A report published by the University of Adelaide, School of Nursing, has called for nurses to ‘reclaim and redefine’ the fundamentals of care. It asks whether the cause of the problem (of missed nursing care) lies “deep in the psyche of the nursing profession itself?” “Has something happened to the way modern nursing views and values caring?” it continues. “Indeed, is nursing in danger of losing its claim to care? In the desire for modernisation and professionalisation, have we lost sight of the core values and activities central to patient care? Or is this a broader social pattern where individuals are less inclined to show kindness, compassion, and care for others even if it is a necessary requirement of the job?” 

Compassion, he emphasises, is more than empathy - and way "less fluffy" but much more measurable than kindness. 

Writing in the British Medical Journal, Professor of critical care medicine Peter Brindley and Consultant in intensive care Matt Morgan wonder whether doctors also “too often default to high-tech and low-touch” when patients are dying – a time “when community and connection matter most”. They powerfully begin with a mother’s comment: “Humans are gardens to tend – not machines to fix.” 

Professor Sir Al Aynsley-Green, the first National Clinical Director for Children in Government and former Children’s Commissioner for England, and past president of the British Medical Association, suggests that we as a society need a “momentum for compassion”. Struck by the extremes of compassion witnessed during his wife’s treatment in the last years of her life, Sir Al wants to see a cultural transformation in healthcare: for compassion to be a key operating principle in NHS and care settings, led by the Chief Nurse’s Office; for every organisation to promote the importance of compassion at the professional level; for the views of patients and families to be sought regularly; for much earlier and better focus on compassion in undergraduate and postgraduate teaching programmes for all staff; for compassion to be inspected against by the Care Quality Commission; and for a willingness to encourage staff at all levels to expose poor practice as well as celebrating excellent care.  

Compassion, he emphasises, is more than empathy - and way "less fluffy" but much more measurable than kindness. “It’s putting yourself into somebody else’s shoes – and doing something about it.” Recently appointed the UK’s first Visiting Professor in Compassionate Care at Northampton University, at the age of 80, Sir Al certainly is doing something about it. He has made it his new purpose in life to “embed compassion into every aspect of care”.  

Like Sir Al, Queen Elizabeth II, the UK’s longest serving monarch, espoused compassion, in word and deed. Living a life of compassionate service, the Queen made clear that her Christian faith was her guiding principle. She speaks of Jesus Christ as ‘an inspiration,’ a ‘role model’ and ‘an anchor’. “Many will have been inspired by Jesus’ simple but powerful teaching,” she said in her Christmas Broadcast, 2000. “Love God and love thy neighbour as thyself – in other words, treat others as you would like them to treat you. His great emphasis was to give spirituality a practical purpose.”    
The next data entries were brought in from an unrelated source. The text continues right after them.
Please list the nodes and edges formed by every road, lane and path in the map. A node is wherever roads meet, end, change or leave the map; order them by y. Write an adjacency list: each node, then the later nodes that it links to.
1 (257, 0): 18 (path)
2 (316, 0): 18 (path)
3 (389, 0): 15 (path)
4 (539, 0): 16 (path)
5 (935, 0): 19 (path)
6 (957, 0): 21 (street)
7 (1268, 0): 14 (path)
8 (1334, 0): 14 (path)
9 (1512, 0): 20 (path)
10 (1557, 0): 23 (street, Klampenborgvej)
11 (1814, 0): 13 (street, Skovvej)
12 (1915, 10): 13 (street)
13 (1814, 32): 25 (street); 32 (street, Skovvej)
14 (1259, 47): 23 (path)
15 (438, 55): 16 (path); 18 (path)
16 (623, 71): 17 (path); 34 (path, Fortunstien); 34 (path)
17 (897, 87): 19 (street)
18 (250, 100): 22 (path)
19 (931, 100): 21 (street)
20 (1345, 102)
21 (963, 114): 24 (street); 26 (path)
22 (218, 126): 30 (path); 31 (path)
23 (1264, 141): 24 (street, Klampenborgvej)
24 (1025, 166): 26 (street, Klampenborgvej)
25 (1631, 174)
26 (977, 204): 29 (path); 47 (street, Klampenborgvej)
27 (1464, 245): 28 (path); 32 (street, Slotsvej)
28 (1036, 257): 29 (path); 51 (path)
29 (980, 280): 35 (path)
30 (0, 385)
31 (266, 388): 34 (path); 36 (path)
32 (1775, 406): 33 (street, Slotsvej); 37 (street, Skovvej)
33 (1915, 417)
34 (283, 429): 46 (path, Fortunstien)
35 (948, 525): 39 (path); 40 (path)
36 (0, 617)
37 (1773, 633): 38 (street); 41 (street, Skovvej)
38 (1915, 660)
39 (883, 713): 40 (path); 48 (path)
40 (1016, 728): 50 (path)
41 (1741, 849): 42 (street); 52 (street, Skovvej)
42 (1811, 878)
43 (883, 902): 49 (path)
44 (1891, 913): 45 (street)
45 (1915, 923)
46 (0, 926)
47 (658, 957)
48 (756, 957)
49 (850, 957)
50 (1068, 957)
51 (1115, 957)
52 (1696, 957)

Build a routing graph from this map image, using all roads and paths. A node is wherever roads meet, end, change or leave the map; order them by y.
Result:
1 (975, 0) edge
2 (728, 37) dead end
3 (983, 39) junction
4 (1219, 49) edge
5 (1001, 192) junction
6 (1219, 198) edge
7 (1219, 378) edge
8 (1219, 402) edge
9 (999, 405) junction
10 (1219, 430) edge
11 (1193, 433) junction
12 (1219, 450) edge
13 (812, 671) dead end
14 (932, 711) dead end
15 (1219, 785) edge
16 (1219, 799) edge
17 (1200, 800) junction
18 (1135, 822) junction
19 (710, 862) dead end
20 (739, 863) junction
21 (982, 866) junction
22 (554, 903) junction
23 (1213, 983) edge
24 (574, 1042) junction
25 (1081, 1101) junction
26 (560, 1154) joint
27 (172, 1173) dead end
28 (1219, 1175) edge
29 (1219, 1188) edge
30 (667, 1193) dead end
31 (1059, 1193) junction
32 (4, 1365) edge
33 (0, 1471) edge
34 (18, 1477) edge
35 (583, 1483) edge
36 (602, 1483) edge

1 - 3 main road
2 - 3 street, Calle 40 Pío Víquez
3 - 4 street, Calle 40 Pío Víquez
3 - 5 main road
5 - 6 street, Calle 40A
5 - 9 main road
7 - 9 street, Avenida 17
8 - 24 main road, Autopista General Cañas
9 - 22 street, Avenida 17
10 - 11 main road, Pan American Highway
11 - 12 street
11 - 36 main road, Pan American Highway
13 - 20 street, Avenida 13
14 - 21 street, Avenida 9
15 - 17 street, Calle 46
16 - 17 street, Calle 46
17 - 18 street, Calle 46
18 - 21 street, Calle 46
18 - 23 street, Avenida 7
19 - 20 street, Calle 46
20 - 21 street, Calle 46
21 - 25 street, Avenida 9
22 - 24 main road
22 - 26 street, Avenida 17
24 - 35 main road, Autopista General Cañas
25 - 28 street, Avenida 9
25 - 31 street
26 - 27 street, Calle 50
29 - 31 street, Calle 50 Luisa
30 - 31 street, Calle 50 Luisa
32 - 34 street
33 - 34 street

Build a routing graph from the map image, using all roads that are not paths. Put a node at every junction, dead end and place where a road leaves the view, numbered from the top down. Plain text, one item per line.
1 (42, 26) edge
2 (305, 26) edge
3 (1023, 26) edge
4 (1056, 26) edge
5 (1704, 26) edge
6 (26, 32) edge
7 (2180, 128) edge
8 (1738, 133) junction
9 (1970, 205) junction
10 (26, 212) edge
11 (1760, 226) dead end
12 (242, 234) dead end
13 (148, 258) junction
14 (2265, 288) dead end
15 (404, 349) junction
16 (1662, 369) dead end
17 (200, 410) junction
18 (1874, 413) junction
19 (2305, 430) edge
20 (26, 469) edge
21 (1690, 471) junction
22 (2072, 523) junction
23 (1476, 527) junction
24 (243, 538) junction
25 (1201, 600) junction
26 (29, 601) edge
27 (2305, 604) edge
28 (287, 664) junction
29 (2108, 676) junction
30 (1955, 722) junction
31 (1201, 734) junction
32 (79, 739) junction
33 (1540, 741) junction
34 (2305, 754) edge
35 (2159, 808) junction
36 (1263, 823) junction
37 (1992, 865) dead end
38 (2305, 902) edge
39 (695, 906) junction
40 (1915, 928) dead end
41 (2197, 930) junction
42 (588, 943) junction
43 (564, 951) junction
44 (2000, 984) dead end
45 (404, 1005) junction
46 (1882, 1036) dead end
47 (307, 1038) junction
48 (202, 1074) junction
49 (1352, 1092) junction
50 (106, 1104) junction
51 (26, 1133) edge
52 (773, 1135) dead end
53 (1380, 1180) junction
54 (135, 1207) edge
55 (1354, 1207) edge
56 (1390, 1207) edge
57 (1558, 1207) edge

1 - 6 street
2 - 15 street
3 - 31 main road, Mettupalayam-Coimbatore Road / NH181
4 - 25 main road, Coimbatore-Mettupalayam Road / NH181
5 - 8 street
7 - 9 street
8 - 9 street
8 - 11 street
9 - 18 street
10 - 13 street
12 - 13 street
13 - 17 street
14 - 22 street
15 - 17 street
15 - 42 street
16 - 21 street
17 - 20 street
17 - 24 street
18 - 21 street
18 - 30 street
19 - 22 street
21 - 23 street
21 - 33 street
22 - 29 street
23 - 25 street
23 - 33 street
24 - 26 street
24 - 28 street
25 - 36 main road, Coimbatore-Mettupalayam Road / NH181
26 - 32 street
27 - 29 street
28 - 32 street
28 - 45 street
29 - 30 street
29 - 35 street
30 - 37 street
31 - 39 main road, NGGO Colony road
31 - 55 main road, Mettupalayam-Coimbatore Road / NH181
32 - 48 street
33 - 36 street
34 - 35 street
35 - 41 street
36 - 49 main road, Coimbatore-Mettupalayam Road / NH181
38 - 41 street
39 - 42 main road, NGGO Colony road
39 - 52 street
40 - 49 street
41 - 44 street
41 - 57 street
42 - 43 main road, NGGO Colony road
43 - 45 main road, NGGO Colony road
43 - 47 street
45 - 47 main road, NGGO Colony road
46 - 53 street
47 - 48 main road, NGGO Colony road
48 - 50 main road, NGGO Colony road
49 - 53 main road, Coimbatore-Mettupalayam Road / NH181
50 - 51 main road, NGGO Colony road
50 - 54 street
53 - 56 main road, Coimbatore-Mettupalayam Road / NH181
When nurses do unto others as they would have done unto themselves, and act as role model to colleagues, not only do patient experiences of care and their outcomes improve – but so does job satisfaction for nurses: a critical factor in nurse recruitment and retention – the biggest workforce challenge faced by healthcare organisations. Across the UK, there are currently more than 40,000 nursing vacancies, and thousands of burnt-out nurses are leaving the profession early. Whether nurses decide to stay or go is driven in part by their daily experience at work. The late Kate Granger, Consultant in medicine for older people, inspired Compassionate Care Awards in her name, envisioning that such a legacy would drive up standards in care - and surely also help retain nurses, through restoring a sense of pride, achievement and fulfilment to the nursing workforce.